Your answer should consist of all lines in the listing that hold the word "leaves".

• **Records to process**:

····················

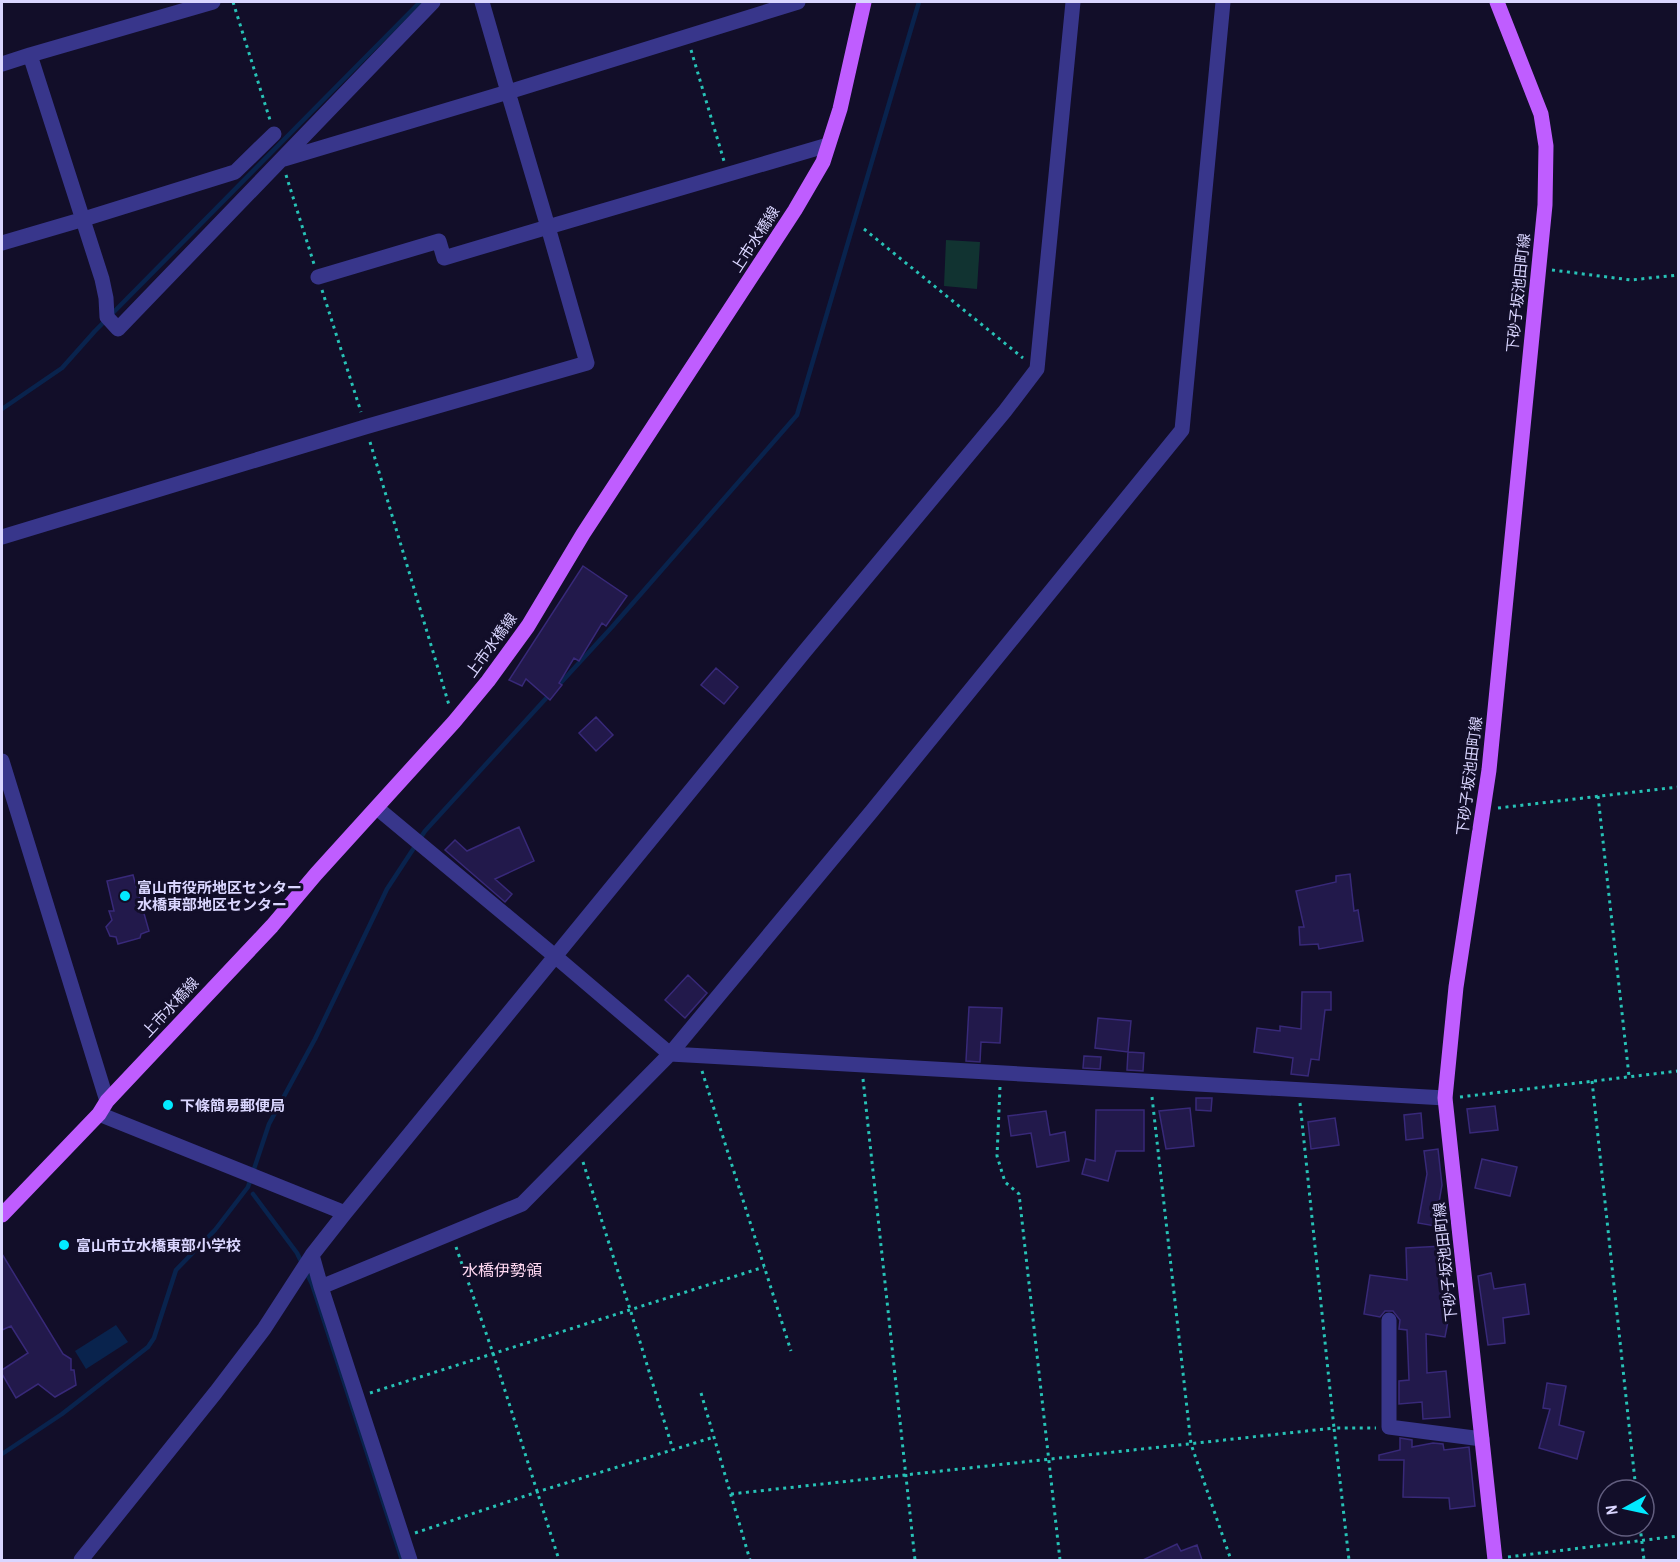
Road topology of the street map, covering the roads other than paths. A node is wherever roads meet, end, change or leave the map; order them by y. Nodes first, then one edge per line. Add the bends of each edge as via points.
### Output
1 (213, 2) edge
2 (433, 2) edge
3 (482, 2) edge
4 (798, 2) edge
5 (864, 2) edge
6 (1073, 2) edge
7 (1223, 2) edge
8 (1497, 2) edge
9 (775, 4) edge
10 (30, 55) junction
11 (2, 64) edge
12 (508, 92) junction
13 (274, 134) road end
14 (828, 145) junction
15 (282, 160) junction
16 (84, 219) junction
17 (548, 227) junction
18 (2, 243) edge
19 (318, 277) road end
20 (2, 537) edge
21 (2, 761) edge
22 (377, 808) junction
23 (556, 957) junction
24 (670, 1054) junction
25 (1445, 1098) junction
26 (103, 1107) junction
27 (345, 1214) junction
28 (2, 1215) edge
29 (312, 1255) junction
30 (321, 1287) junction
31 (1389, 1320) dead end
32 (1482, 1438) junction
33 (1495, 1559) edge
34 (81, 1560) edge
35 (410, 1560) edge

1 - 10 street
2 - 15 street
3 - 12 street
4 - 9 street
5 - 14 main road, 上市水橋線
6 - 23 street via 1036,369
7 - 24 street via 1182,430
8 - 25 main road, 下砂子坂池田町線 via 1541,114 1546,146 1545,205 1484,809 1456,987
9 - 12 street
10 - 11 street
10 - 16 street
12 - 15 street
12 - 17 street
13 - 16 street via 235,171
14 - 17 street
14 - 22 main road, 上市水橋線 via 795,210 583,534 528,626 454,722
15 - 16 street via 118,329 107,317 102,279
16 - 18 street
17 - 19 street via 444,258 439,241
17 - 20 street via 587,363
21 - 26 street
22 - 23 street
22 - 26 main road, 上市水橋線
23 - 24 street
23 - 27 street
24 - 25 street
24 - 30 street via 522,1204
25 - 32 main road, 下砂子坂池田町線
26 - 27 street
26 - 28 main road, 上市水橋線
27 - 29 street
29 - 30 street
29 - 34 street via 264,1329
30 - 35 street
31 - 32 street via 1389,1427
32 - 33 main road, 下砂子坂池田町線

····················

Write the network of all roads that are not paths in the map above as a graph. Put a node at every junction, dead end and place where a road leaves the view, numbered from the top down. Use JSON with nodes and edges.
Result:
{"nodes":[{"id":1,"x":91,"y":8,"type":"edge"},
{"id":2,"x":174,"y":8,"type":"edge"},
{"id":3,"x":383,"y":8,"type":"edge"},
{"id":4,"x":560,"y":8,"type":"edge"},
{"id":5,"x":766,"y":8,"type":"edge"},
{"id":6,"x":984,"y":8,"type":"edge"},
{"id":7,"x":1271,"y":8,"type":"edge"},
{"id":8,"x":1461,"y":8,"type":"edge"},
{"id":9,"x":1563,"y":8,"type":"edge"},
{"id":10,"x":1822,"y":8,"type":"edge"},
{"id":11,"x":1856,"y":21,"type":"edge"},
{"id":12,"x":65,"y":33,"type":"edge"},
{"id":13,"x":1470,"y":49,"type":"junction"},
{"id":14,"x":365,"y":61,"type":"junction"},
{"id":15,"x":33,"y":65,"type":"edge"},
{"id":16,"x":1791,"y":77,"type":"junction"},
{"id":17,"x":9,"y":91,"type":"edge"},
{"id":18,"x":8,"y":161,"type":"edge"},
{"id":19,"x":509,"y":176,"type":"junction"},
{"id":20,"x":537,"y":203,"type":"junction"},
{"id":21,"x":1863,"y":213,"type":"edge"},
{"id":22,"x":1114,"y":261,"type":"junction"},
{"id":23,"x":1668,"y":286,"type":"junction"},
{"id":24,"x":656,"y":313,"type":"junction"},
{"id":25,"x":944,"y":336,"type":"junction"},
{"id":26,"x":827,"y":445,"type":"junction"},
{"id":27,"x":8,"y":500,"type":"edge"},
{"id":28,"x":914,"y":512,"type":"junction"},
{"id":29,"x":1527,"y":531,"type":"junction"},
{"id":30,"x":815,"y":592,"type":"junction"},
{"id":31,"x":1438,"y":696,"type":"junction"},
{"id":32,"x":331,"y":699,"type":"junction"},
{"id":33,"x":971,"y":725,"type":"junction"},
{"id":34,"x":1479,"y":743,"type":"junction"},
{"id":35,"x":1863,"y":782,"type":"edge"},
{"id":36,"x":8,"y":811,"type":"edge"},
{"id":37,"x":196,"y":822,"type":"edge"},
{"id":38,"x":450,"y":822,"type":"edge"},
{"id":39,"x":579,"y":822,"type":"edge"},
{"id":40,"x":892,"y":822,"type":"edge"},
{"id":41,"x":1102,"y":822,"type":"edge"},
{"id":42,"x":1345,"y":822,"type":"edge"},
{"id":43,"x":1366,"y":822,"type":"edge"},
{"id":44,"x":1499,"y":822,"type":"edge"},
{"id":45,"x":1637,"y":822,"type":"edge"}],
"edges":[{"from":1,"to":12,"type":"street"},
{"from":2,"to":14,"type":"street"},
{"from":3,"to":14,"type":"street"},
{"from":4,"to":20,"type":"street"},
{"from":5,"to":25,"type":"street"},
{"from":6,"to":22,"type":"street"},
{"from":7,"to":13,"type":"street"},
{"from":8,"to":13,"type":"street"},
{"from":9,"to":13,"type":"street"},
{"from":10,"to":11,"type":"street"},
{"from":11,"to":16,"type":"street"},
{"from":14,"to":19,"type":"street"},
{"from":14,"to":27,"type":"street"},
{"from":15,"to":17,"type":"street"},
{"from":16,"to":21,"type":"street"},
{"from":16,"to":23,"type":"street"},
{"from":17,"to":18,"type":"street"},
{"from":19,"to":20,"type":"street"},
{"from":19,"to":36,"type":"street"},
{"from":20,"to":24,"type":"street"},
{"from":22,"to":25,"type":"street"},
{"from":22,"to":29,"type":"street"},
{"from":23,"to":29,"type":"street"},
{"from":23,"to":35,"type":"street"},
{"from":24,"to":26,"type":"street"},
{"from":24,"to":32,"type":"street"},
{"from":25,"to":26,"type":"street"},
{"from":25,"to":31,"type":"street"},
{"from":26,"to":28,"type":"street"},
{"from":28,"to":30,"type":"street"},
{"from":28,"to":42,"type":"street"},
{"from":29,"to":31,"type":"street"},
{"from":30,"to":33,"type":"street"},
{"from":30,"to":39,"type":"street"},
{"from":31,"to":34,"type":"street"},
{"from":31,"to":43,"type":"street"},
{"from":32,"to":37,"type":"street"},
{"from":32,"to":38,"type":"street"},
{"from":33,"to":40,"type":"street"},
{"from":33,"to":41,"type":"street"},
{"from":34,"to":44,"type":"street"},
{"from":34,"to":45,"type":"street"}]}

····················

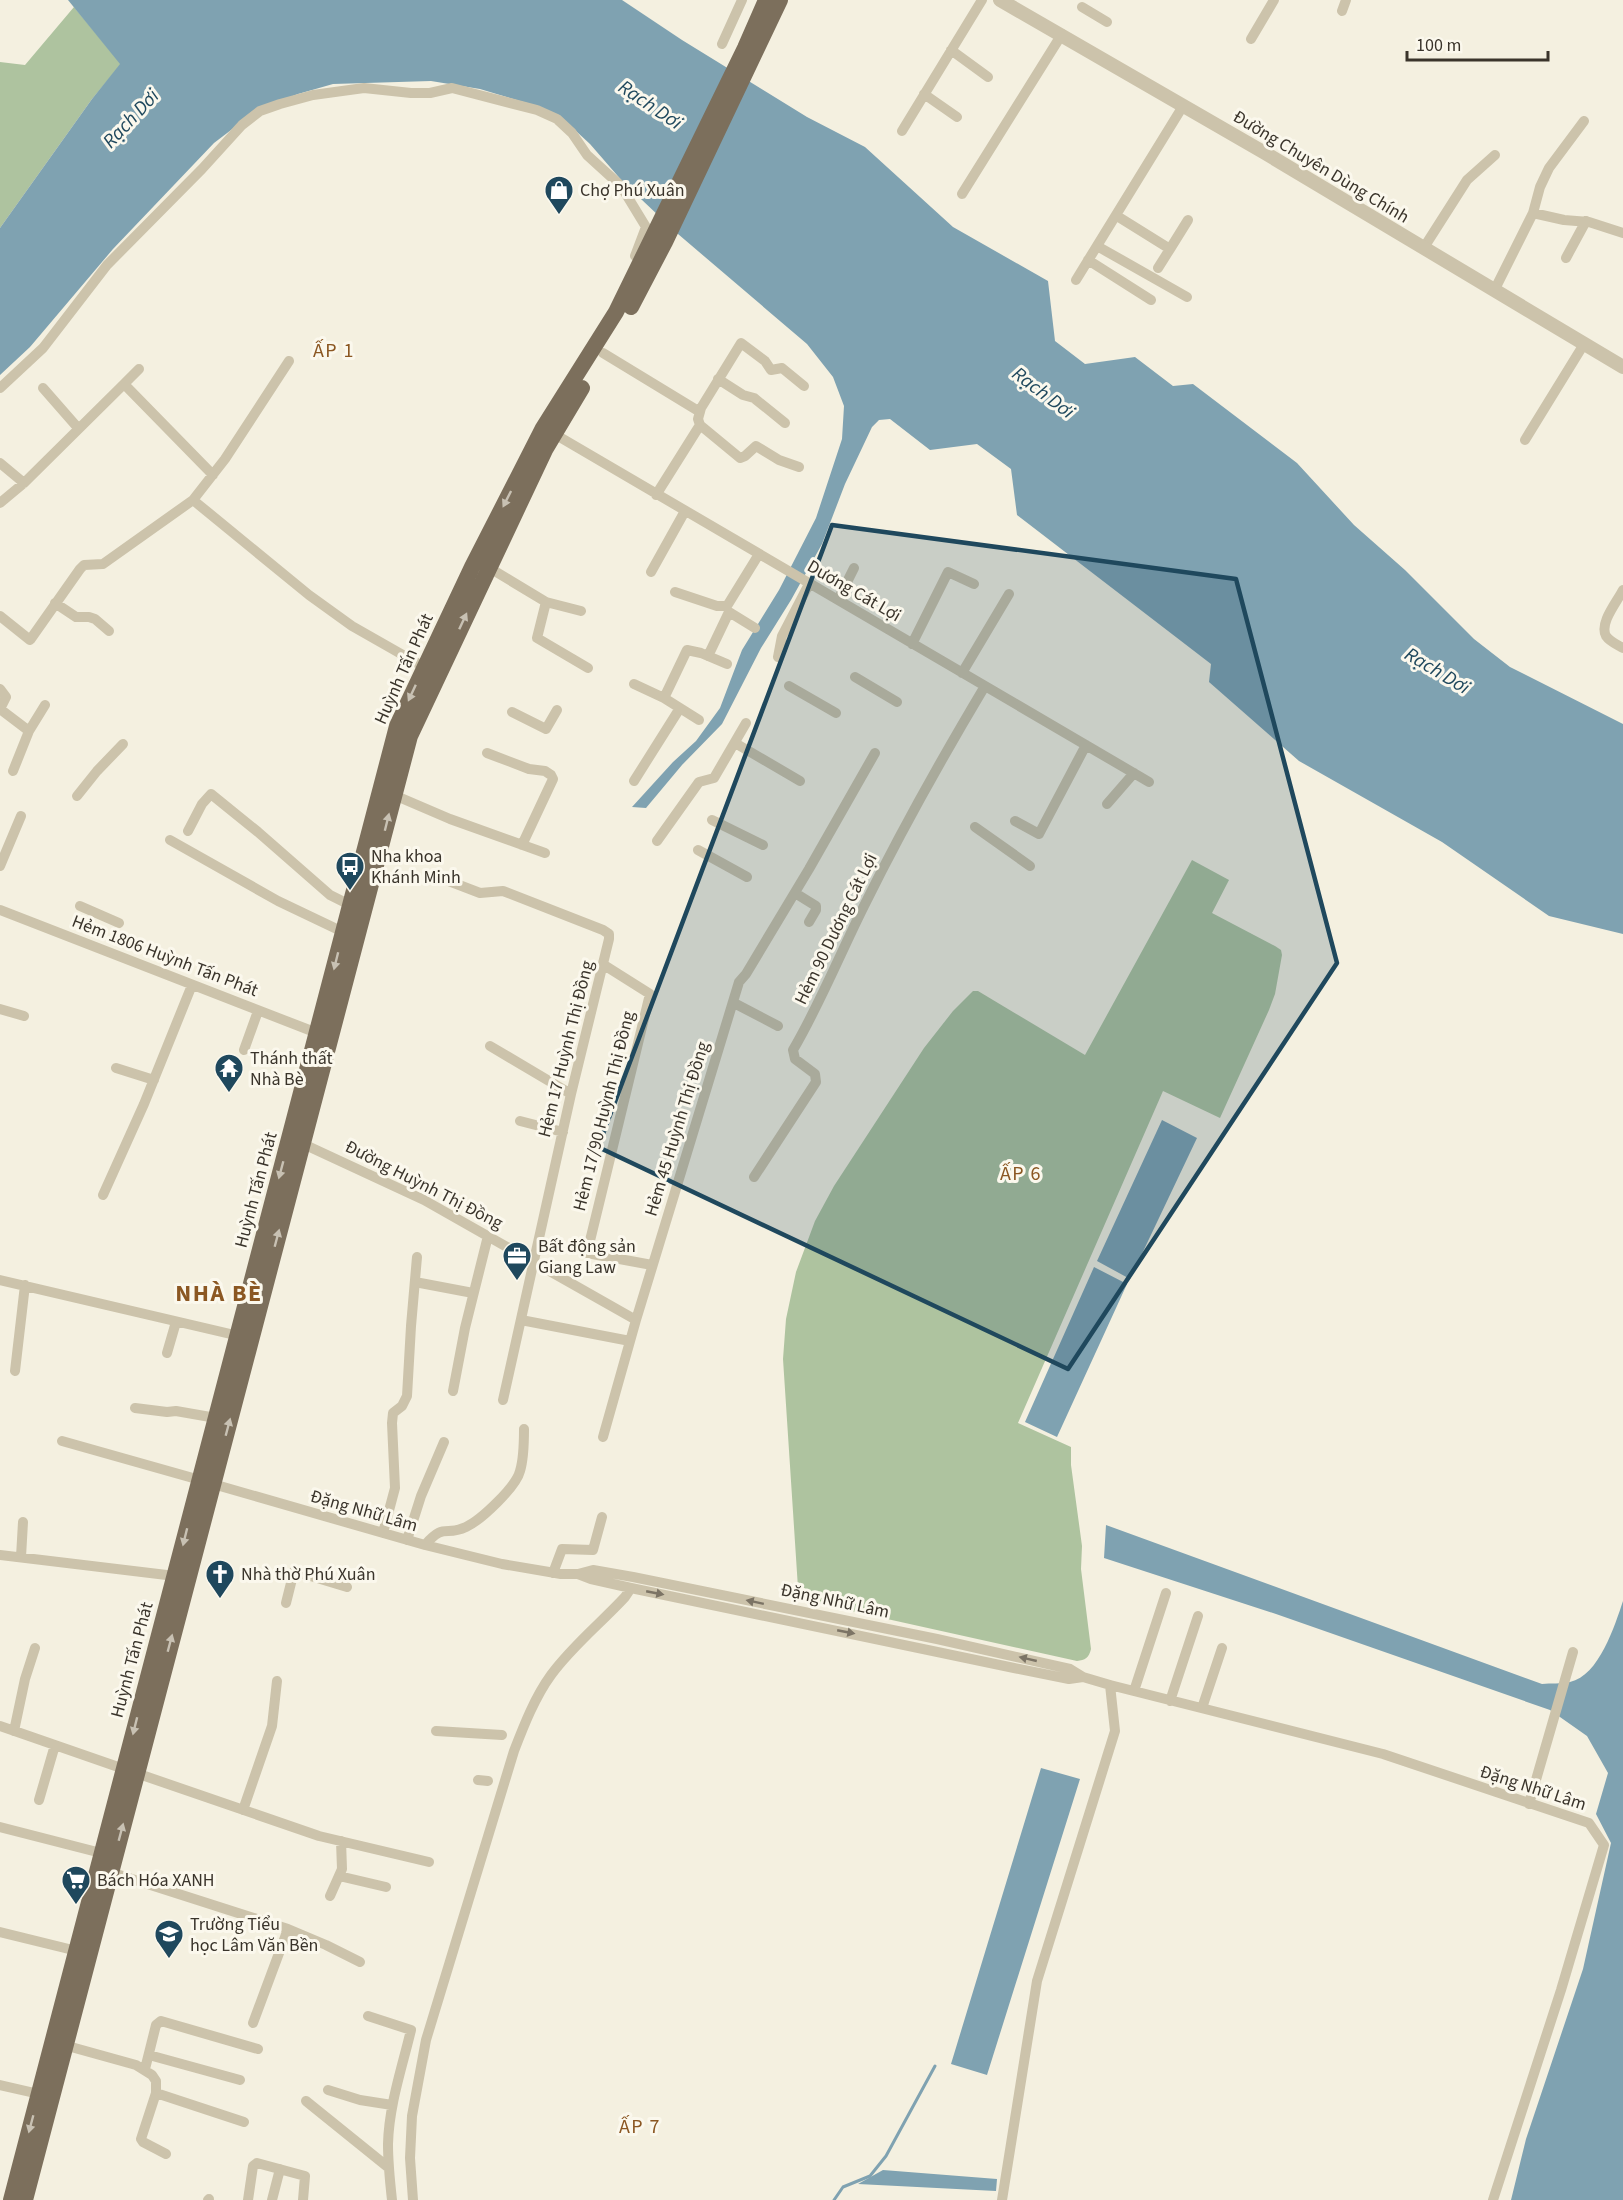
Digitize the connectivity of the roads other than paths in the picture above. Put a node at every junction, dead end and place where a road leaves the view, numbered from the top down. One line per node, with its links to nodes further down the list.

····················

• **Response box**:
Write the network of all roads that are not paths in the map above as a graph. Put a node at every junction, dead end and place where a road leaves the view, numbered from the top down. Use JSON with nodes and edges.
Digitize the connectivity of the roads other than paths in the picture above. Put a node at every junction, dead end and place where a road leaves the view, numbered from the top down. One line per node, with its links to nodes further down the list.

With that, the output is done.